Given records Start Marker

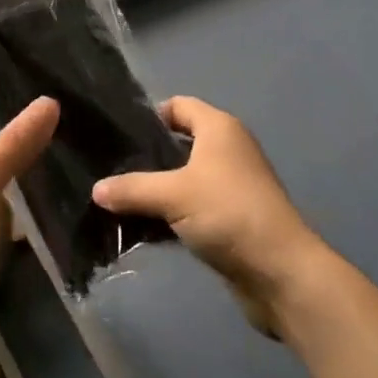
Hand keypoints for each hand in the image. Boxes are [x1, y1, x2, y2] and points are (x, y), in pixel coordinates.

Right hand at [92, 97, 330, 331]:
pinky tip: (144, 226)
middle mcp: (228, 149)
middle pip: (180, 142)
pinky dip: (172, 212)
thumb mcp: (173, 195)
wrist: (281, 272)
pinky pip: (193, 205)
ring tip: (121, 198)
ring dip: (158, 188)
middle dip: (148, 155)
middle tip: (112, 167)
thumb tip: (96, 189)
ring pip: (185, 177)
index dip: (149, 115)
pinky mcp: (232, 218)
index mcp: (219, 128)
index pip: (178, 105)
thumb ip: (132, 189)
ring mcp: (232, 185)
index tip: (118, 134)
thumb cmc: (228, 213)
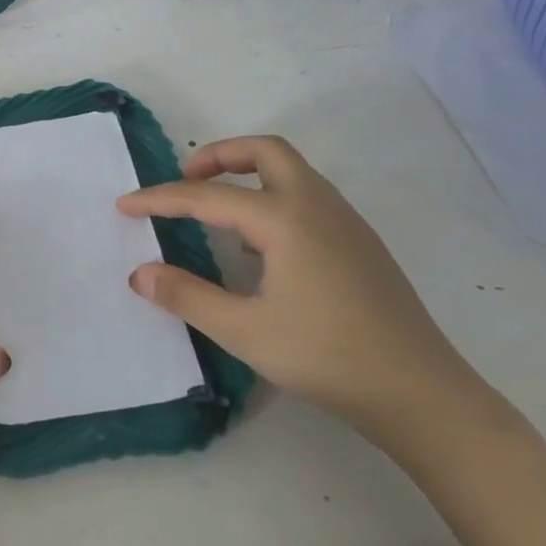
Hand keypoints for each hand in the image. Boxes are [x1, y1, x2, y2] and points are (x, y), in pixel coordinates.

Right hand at [117, 136, 491, 445]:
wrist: (421, 394)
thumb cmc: (326, 357)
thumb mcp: (244, 331)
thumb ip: (186, 296)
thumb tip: (139, 273)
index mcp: (285, 219)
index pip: (208, 196)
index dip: (161, 199)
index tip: (125, 205)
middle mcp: (318, 206)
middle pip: (265, 151)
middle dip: (218, 156)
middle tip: (186, 180)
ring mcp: (346, 222)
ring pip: (292, 171)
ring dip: (248, 175)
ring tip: (216, 212)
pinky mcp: (361, 244)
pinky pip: (308, 197)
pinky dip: (273, 198)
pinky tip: (260, 248)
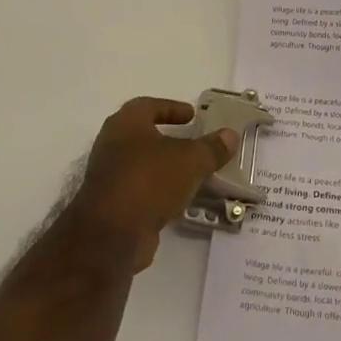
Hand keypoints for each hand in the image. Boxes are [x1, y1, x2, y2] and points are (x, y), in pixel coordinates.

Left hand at [62, 97, 240, 272]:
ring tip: (194, 173)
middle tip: (194, 143)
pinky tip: (181, 199)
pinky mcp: (113, 205)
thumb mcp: (190, 160)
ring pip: (143, 165)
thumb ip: (211, 148)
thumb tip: (231, 134)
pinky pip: (141, 190)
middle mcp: (112, 145)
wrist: (112, 234)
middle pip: (143, 135)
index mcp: (125, 124)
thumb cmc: (149, 181)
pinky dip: (160, 190)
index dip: (171, 108)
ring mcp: (110, 176)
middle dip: (169, 138)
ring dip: (166, 167)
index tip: (193, 116)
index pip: (148, 106)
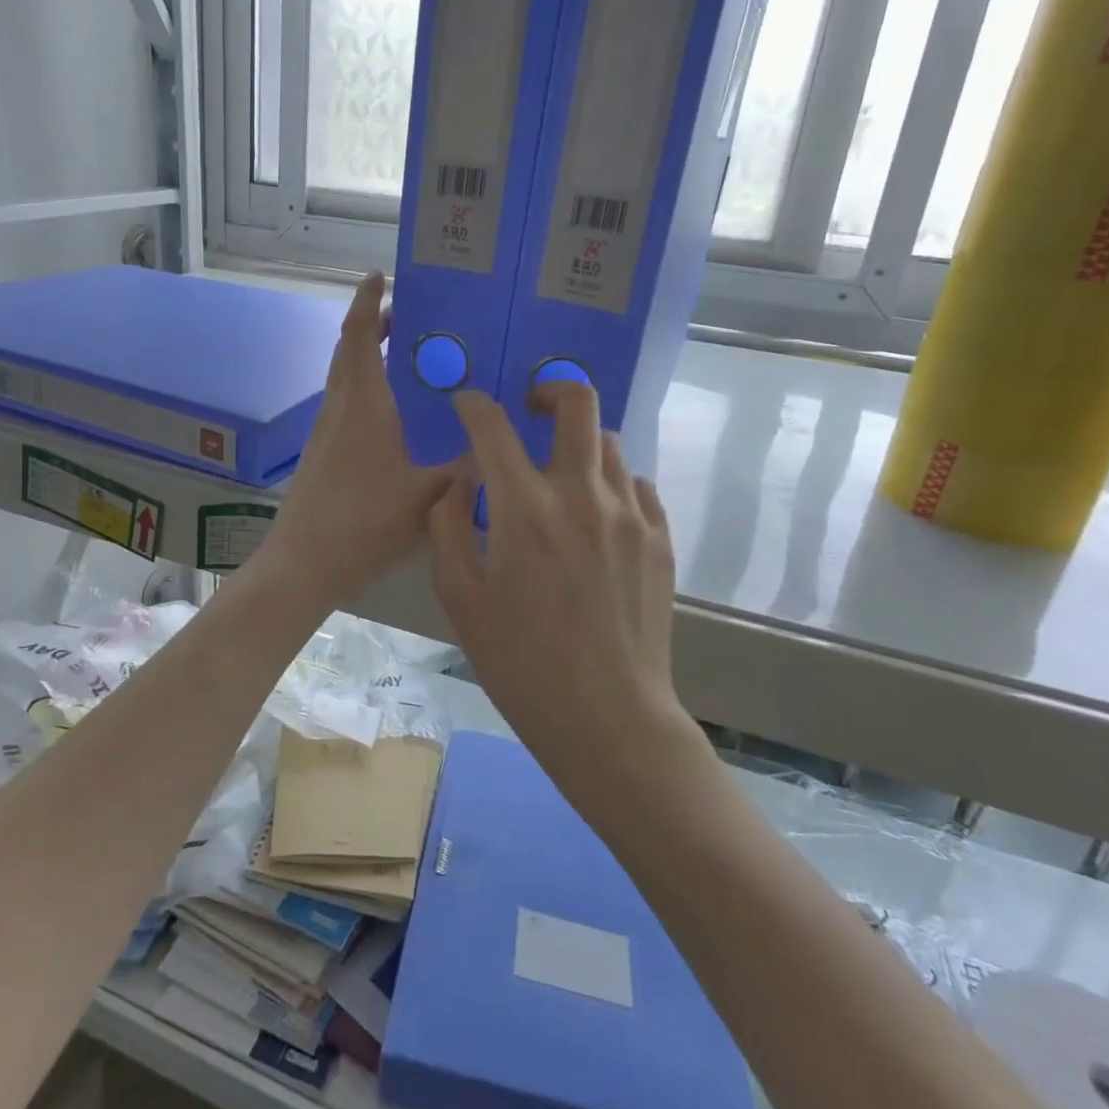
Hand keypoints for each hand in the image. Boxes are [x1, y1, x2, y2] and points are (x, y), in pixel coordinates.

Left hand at [262, 272, 451, 607]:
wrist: (304, 562)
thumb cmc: (364, 521)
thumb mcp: (427, 494)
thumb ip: (466, 469)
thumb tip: (499, 446)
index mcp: (362, 404)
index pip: (358, 335)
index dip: (367, 301)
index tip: (380, 275)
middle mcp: (339, 408)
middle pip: (349, 350)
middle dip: (372, 325)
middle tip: (408, 316)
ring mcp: (325, 432)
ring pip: (344, 378)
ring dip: (367, 356)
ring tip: (406, 358)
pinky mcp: (322, 453)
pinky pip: (345, 403)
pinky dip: (365, 388)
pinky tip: (392, 414)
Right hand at [426, 382, 685, 788]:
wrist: (608, 718)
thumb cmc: (520, 663)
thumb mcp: (459, 598)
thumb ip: (448, 527)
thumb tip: (459, 483)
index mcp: (525, 509)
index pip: (494, 427)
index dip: (474, 405)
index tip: (466, 404)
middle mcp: (582, 495)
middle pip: (579, 404)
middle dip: (549, 389)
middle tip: (530, 409)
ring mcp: (631, 514)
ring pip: (610, 444)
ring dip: (579, 443)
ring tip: (559, 471)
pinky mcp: (660, 539)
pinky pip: (637, 485)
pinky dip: (611, 482)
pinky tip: (596, 513)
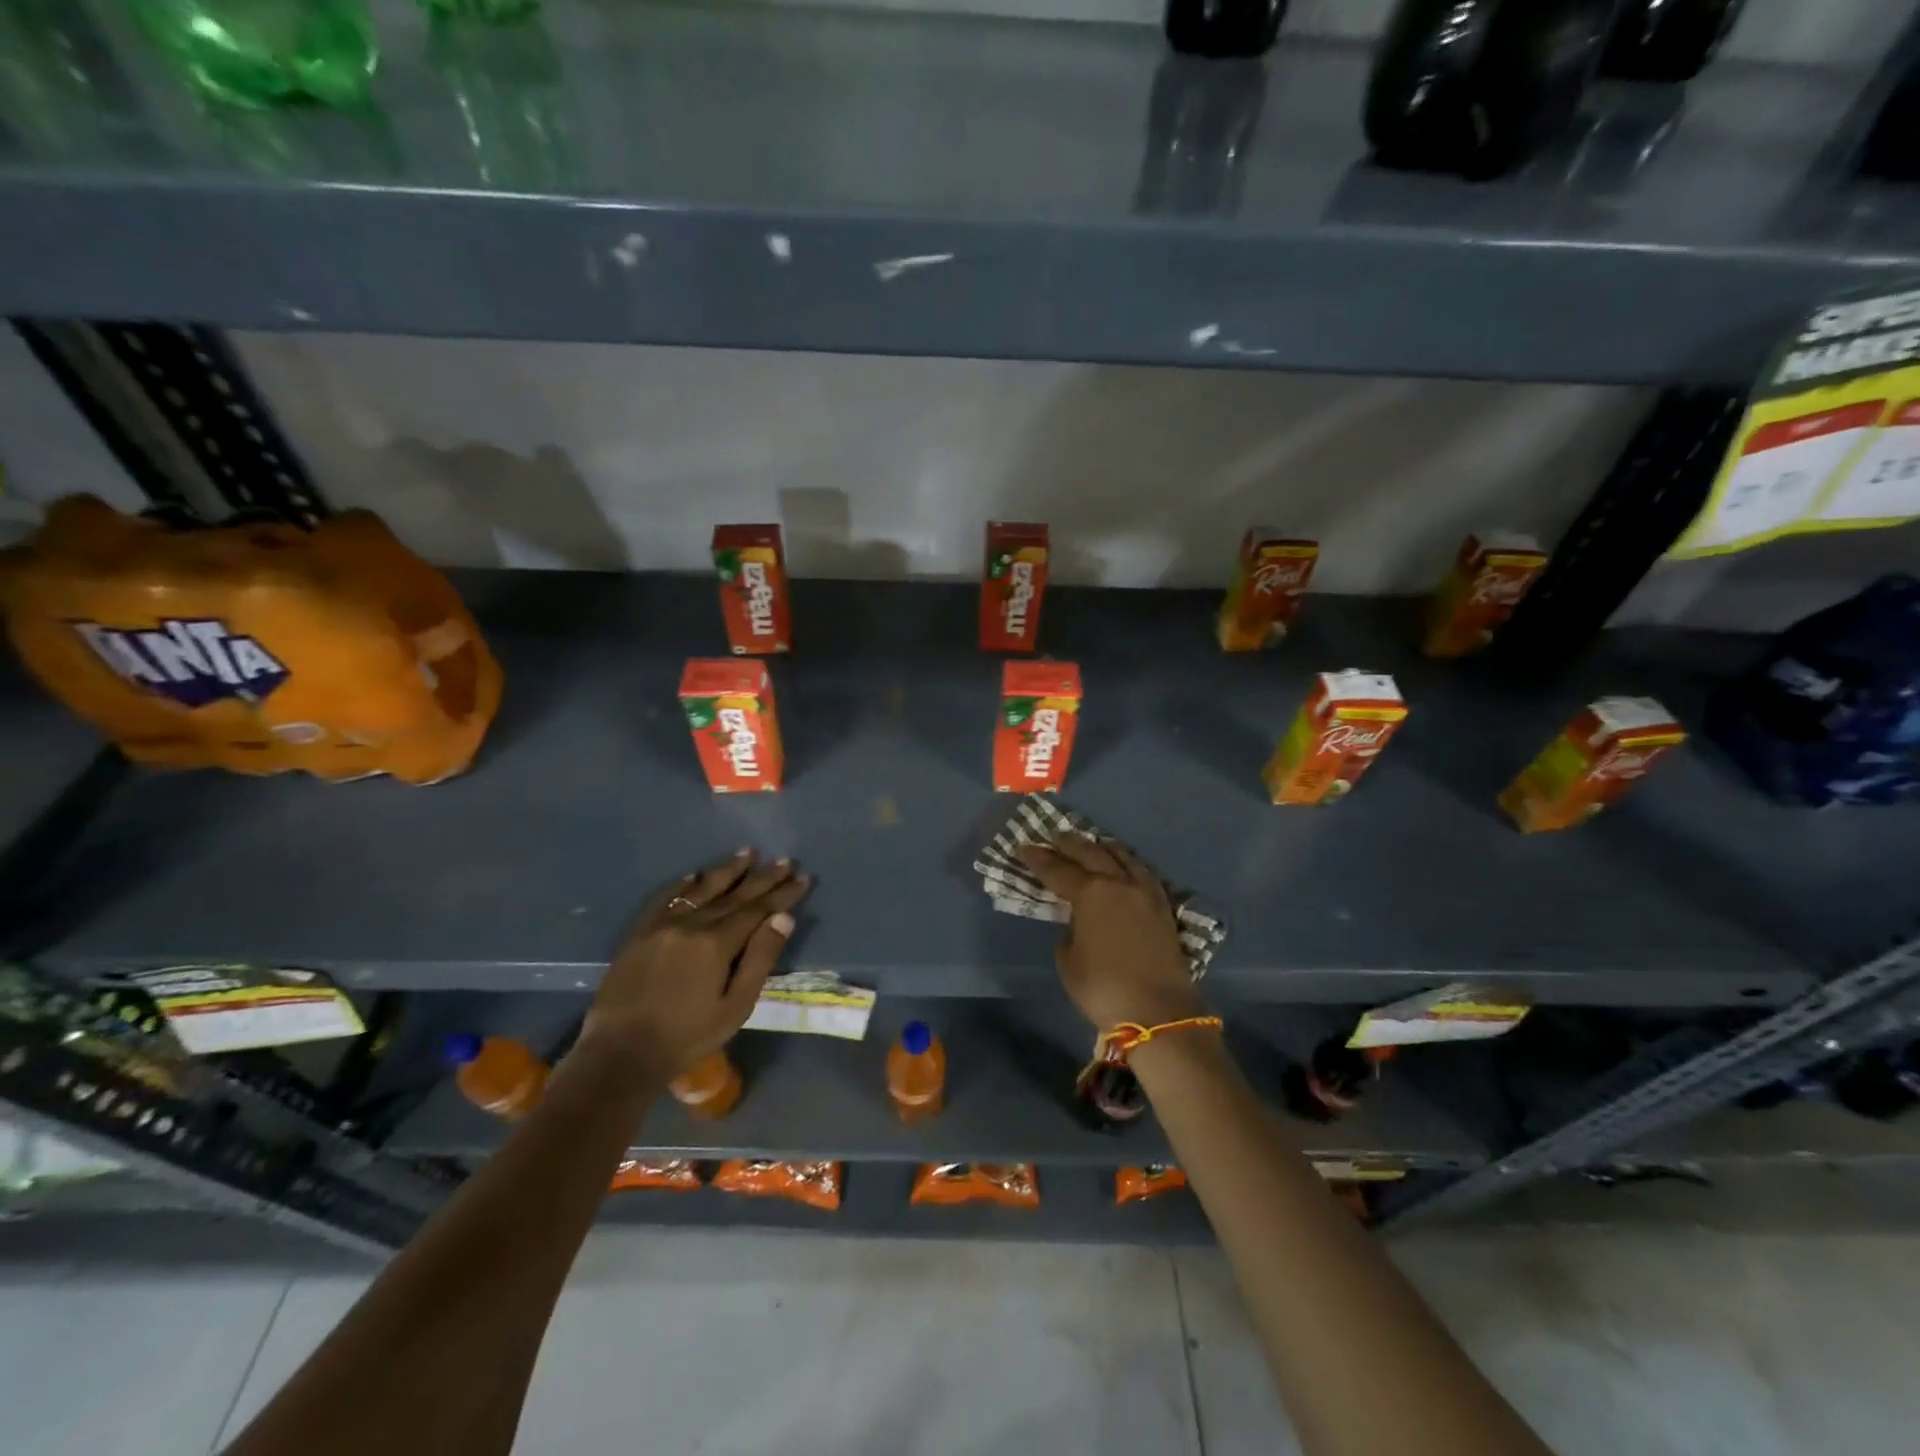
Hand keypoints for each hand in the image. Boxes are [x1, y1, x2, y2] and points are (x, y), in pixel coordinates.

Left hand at [578, 849, 809, 1078]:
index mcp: (717, 943)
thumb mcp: (735, 1006)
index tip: (804, 877)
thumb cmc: (687, 1036)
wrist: (621, 1054)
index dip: (783, 893)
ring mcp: (662, 925)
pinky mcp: (639, 933)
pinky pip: (664, 899)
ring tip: (747, 852)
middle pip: (734, 895)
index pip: (758, 909)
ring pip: (701, 890)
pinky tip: (693, 875)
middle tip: (784, 860)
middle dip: (762, 878)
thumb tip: (783, 918)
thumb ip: (760, 959)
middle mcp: (691, 924)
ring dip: (726, 870)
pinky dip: (682, 885)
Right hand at [1017, 835, 1203, 1032]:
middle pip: (1091, 853)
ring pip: (1122, 856)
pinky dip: (1127, 862)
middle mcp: (1118, 883)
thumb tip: (1078, 923)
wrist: (1158, 1011)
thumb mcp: (1069, 962)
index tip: (1023, 848)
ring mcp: (1144, 892)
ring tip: (1091, 843)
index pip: (1058, 869)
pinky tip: (1123, 865)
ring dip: (1102, 847)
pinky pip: (1141, 871)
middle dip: (1069, 843)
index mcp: (1090, 893)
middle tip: (1054, 837)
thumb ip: (1069, 933)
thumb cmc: (1103, 988)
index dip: (1038, 859)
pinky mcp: (1163, 906)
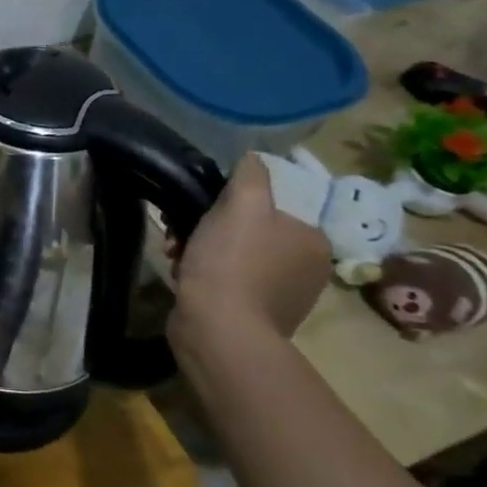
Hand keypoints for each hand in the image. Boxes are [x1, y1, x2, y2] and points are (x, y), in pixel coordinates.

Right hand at [169, 154, 330, 352]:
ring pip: (233, 258)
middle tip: (179, 233)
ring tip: (174, 257)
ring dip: (200, 252)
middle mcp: (307, 270)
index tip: (199, 209)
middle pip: (249, 232)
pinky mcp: (255, 318)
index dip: (229, 203)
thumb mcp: (242, 204)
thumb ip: (251, 175)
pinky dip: (204, 278)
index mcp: (312, 240)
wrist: (218, 329)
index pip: (270, 207)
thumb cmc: (232, 261)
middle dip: (209, 229)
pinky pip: (227, 285)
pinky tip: (183, 278)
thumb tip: (254, 158)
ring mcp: (282, 297)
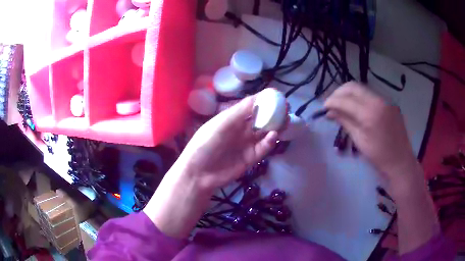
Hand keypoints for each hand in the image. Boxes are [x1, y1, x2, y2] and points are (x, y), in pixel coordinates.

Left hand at [178, 92, 278, 191]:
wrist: (199, 173)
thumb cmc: (206, 143)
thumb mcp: (222, 123)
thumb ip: (241, 111)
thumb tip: (260, 96)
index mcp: (232, 118)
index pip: (251, 106)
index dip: (264, 100)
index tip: (278, 96)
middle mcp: (241, 129)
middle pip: (261, 119)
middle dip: (273, 114)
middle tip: (286, 110)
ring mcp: (246, 144)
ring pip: (265, 133)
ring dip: (275, 127)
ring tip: (286, 121)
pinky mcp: (251, 158)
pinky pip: (263, 148)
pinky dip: (270, 141)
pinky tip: (273, 136)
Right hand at [324, 82, 439, 253]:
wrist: (401, 162)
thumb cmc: (379, 157)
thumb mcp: (360, 141)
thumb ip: (345, 121)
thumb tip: (330, 112)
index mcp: (371, 113)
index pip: (346, 99)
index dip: (332, 101)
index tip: (323, 107)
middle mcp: (379, 100)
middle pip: (353, 87)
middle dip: (339, 93)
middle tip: (331, 103)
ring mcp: (386, 100)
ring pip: (362, 89)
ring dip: (349, 94)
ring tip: (341, 105)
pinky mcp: (389, 103)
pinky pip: (371, 95)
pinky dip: (360, 98)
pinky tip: (356, 108)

Given records End Marker

- The task -
Check each line of the listing above. Copy it if it holds the string "wrist".

- Answer area -
wrist: (281, 272)
wrist: (421, 394)
wrist: (112, 234)
wrist: (304, 562)
wrist: (608, 718)
wrist: (621, 1054)
wrist: (1158, 1011)
wrist: (218, 329)
wrist: (199, 173)
wrist: (401, 162)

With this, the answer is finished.